FDA rejects Spectrum's lung cancer drug poziotinib
The FDA has issued a complete response letter (CRL) to Spectrum Pharma for poziotinib, its pan HER2 inhibitor for a form of lung cancer, according to South Korea's Hanmi Pharma, which originally developed the drug.
Hanmi reported the FDA's rejection of the marketing application first, as the CRL emerged during the Thanksgiving holiday in the US and the Korean company wanted to eliminate "unnecessary misunderstandings" about the timing of the disclosure given the time difference with the US, according to a Korea Biomedical Review report.

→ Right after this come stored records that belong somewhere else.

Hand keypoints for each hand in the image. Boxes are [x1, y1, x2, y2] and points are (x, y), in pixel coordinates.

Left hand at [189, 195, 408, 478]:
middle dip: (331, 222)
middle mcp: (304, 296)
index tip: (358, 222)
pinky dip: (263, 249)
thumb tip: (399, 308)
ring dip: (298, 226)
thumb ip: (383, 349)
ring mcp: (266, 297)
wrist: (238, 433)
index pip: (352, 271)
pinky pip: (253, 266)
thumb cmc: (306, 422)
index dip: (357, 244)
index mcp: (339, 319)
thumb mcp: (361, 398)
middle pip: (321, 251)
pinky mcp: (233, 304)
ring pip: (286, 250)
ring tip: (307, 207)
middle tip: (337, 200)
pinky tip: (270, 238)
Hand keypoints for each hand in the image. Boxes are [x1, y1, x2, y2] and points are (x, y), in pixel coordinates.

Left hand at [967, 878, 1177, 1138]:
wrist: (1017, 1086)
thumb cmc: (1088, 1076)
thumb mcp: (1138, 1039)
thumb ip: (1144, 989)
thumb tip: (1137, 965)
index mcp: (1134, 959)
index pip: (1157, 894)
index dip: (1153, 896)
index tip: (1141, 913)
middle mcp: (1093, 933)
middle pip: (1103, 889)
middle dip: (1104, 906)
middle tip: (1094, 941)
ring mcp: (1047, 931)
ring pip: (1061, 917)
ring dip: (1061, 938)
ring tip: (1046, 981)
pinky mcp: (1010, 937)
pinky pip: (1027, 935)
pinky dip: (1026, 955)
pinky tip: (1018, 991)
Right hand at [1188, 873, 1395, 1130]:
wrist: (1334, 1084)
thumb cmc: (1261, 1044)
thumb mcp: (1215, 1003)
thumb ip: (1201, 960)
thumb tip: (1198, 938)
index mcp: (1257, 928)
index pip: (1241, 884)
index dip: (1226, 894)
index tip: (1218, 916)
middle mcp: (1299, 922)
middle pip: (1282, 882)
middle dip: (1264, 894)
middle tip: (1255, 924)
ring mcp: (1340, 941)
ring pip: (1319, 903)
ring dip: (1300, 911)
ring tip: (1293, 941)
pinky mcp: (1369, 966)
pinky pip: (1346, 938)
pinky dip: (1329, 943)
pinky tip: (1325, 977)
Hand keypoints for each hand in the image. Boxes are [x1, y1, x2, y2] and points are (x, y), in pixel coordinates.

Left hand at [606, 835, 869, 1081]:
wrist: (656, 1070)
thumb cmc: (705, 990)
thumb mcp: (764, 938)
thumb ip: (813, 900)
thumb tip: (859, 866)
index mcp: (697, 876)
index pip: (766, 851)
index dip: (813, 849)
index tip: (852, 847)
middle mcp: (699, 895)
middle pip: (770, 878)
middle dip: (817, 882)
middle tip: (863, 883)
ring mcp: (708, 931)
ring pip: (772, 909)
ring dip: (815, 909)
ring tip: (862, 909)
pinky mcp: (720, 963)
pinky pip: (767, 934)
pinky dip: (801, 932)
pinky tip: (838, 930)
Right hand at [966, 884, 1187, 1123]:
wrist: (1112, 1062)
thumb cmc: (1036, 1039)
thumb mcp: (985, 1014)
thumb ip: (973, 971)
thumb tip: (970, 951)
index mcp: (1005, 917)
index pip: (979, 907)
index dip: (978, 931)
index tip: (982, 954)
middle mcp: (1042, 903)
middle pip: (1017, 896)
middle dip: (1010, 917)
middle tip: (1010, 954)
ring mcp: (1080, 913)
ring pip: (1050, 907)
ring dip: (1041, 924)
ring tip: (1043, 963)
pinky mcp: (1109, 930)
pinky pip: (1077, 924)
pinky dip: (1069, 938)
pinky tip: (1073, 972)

Spectrum is expected to make an announcement later today, but the CRL has been widely anticipated, given that the FDA's Oncologic Drugs Advisory Committee (ODAC) voted 9 to 4 against approval of poziotinib in September, saying that the benefits of poziotinib do not outweigh its risks.
Spectrum filed for accelerated approval of poziotinib as a second-line treatment for patients with HER2 exon 20 insertion-mutated, non-small cell lung cancer (NSCLC), but the FDA was unconvinced by the phase 2 data presented in support of the drug.
In review documents published ahead of the ODAC meeting, the agency took issue with what it described as marginal efficacy in clinical trials of the drug, high toxicity rates, and concerns about the dose selected for study.
The phase 2 ZENITH20 study showed an objective response rate (ORR) of 28% with a median duration of response of around five months, and 12% of patients had to discontinue therapy due to side effects.
The FDA started its standard 10-month review of poziotinib in February, with the Prescription Drug User Fee Act (PDUFA) date for a decision falling directly on the Thanksgiving holiday.
It also said it was troubled by a delay in starting a confirmatory trial of the drug, called PINNACLE, which had yet to recruit any patients at the time.
Since then, Spectrum has also reported results with poziotinib as a first-line treatment for HER2 exon 20 insertion-mutated NSCLC, an aggressive form of lung cancer with no approved therapies.
Up to 4% of lung cancer cases have HER2 mutations, with HER2 exon 20 changes the most common form. Current HER2-targeting drugs have, however, generated disappointing results in NSCLC, despite efficacy in HER2+ breast and gastric cancers.
Spectrum licensed worldwide rights to poziotinib – excluding Korea and China – from Hanmi in back in 2015.
There was better news for the partners earlier this year when Spectrum secured FDA approval for Rolvedon (eflapegrastim) to treat adults with non-myeloid malignancies receiving myelosuppressive anticancer drugs associated with febrile neutropenia.
The drug, also developed by Hanmi, was launched last month into a market that Spectrum estimates is valued at around $2 billion a year.